On the Macdonald campus, he looks after an orchard, originally planted in 1907, which brings together some twenty varieties: Empire, Spartan, Cortland, the most common in Quebec along with McIntosh, but also Gala, Honeycrisp and his favorite, the rare Nova Spy from Nova Scotia.
This plantation is reserved for research and teaching purposes, but there are around a hundred collections of this type in the world for varietal creation.
If agronomists want to satisfy the public's changing tastes, they are also looking for hybrids that can be stored for months and resist disease. "In Quebec, the other challenge is the cold. Before growing a new variety, we have to see how the trees behave in our climate," says David Wees.
And registering a variety is not enough to ensure its future: it has to win over growers and the public alike. Its career can also come to an abrupt end.
Take McIntosh, discovered on a wild apple tree in Ontario in 1811. A true Canadian legend, it dominated orchards for many years, but is now considered too soft. It still accounts for over a third of Quebec production, but its days are numbered.

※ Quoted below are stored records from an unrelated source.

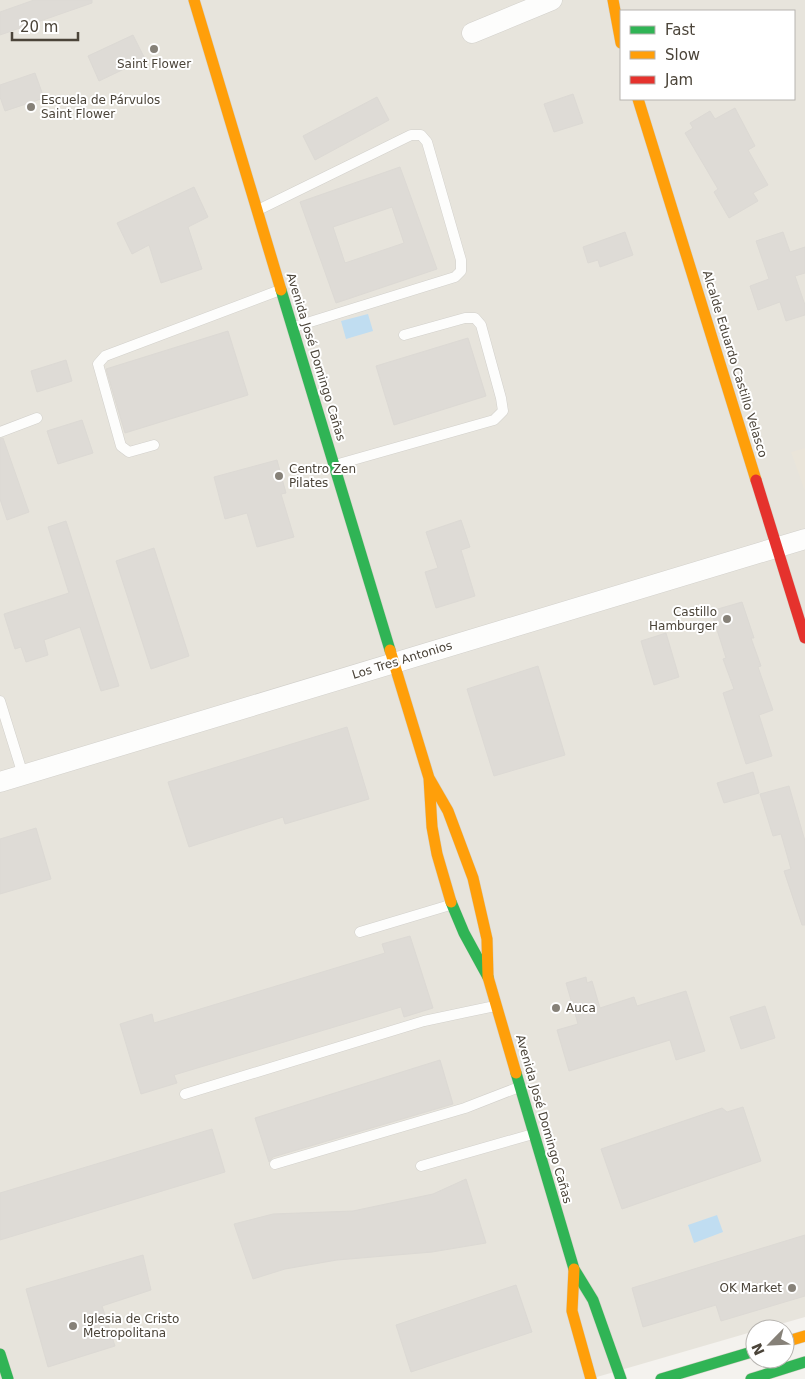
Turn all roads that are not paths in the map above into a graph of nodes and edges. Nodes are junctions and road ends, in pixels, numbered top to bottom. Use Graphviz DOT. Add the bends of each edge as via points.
graph roads {
  1 [pos="194,0"];
  2 [pos="552,0"];
  3 [pos="613,0"];
  4 [pos="472,33"];
  5 [pos="620,38"];
  6 [pos="638,100"];
  7 [pos="257,211"];
  8 [pos="281,290"];
  9 [pos="292,327"];
  10 [pos="404,335"];
  11 [pos="37,418"];
  12 [pos="0,432"];
  13 [pos="154,445"];
  14 [pos="334,466"];
  15 [pos="805,539"];
  16 [pos="778,548"];
  17 [pos="805,638"];
  18 [pos="394,663"];
  19 [pos="0,701"];
  20 [pos="23,775"];
  21 [pos="429,778"];
  22 [pos="0,782"];
  23 [pos="453,904"];
  24 [pos="360,932"];
  25 [pos="488,977"];
  26 [pos="496,1006"];
  27 [pos="520,1087"];
  28 [pos="185,1094"];
  29 [pos="534,1133"];
  30 [pos="275,1164"];
  31 [pos="421,1166"];
  32 [pos="574,1269"];
  33 [pos="0,1354"];
  34 [pos="745,1354"];
  35 [pos="805,1362"];
  36 [pos="8,1379"];
  37 [pos="591,1379"];
  38 [pos="620,1379"];
  39 [pos="661,1379"];
  40 [pos="751,1379"];
  1 -- 7 [label="street, Avenida José Domingo Cañas"];
  2 -- 4 [label="street"];
  3 -- 5 [label="street"];
  6 -- 16 [label="street, Alcalde Eduardo Castillo Velasco"];
  7 -- 8 [label="street, Avenida José Domingo Cañas"];
  7 -- 9 [label="lane" via="411,135 422,135 427,142 461,260 461,271 455,277"];
  8 -- 9 [label="street, Avenida José Domingo Cañas"];
  8 -- 13 [label="lane" via="105,356 98,364 121,446 128,452"];
  9 -- 14 [label="street, Avenida José Domingo Cañas"];
  10 -- 14 [label="lane" via="475,318 481,326 503,411 494,420"];
  11 -- 12 [label="lane"];
  14 -- 18 [label="street, Avenida José Domingo Cañas"];
  15 -- 16 [label="street, Los Tres Antonios"];
  16 -- 17 [label="street, Alcalde Eduardo Castillo Velasco"];
  16 -- 18 [label="street, Los Tres Antonios"];
  18 -- 20 [label="street, Los Tres Antonios"];
  18 -- 21 [label="street, Avenida José Domingo Cañas"];
  19 -- 20 [label="lane"];
  20 -- 22 [label="street, Los Tres Antonios"];
  21 -- 23 [label="street, Avenida José Domingo Cañas" via="431,830"];
  21 -- 25 [label="street, Avenida José Domingo Cañas" via="448,809 477,897 487,941"];
  23 -- 24 [label="lane"];
  23 -- 25 [label="street, Avenida José Domingo Cañas" via="462,931"];
  25 -- 26 [label="street, Avenida José Domingo Cañas"];
  26 -- 27 [label="street, Avenida José Domingo Cañas"];
  26 -- 28 [label="lane" via="424,1021"];
  27 -- 29 [label="street, Avenida José Domingo Cañas"];
  27 -- 30 [label="lane" via="465,1108"];
  29 -- 31 [label="lane"];
  29 -- 32 [label="street, Avenida José Domingo Cañas"];
  32 -- 37 [label="street, Avenida José Domingo Cañas" via="572,1311"];
  32 -- 38 [label="street, Avenida José Domingo Cañas" via="593,1300"];
  33 -- 36 [label="street"];
  34 -- 39 [label="street"];
  35 -- 40 [label="street"];
}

Fortunately, there are those who ensure that old apples are not forgotten. "At the McGill orchard, we keep a few old varieties, like the Wolf River, a gigantic but really acidic apple," notes David Wees. On occasion, he also recovers a few treasures. "One of my students' grandmothers had two dying apple trees that she loved. We grafted them to preserve them; it's a variety from the last century, the Montreal peach." Who knows, maybe it will become the next star of the orchards.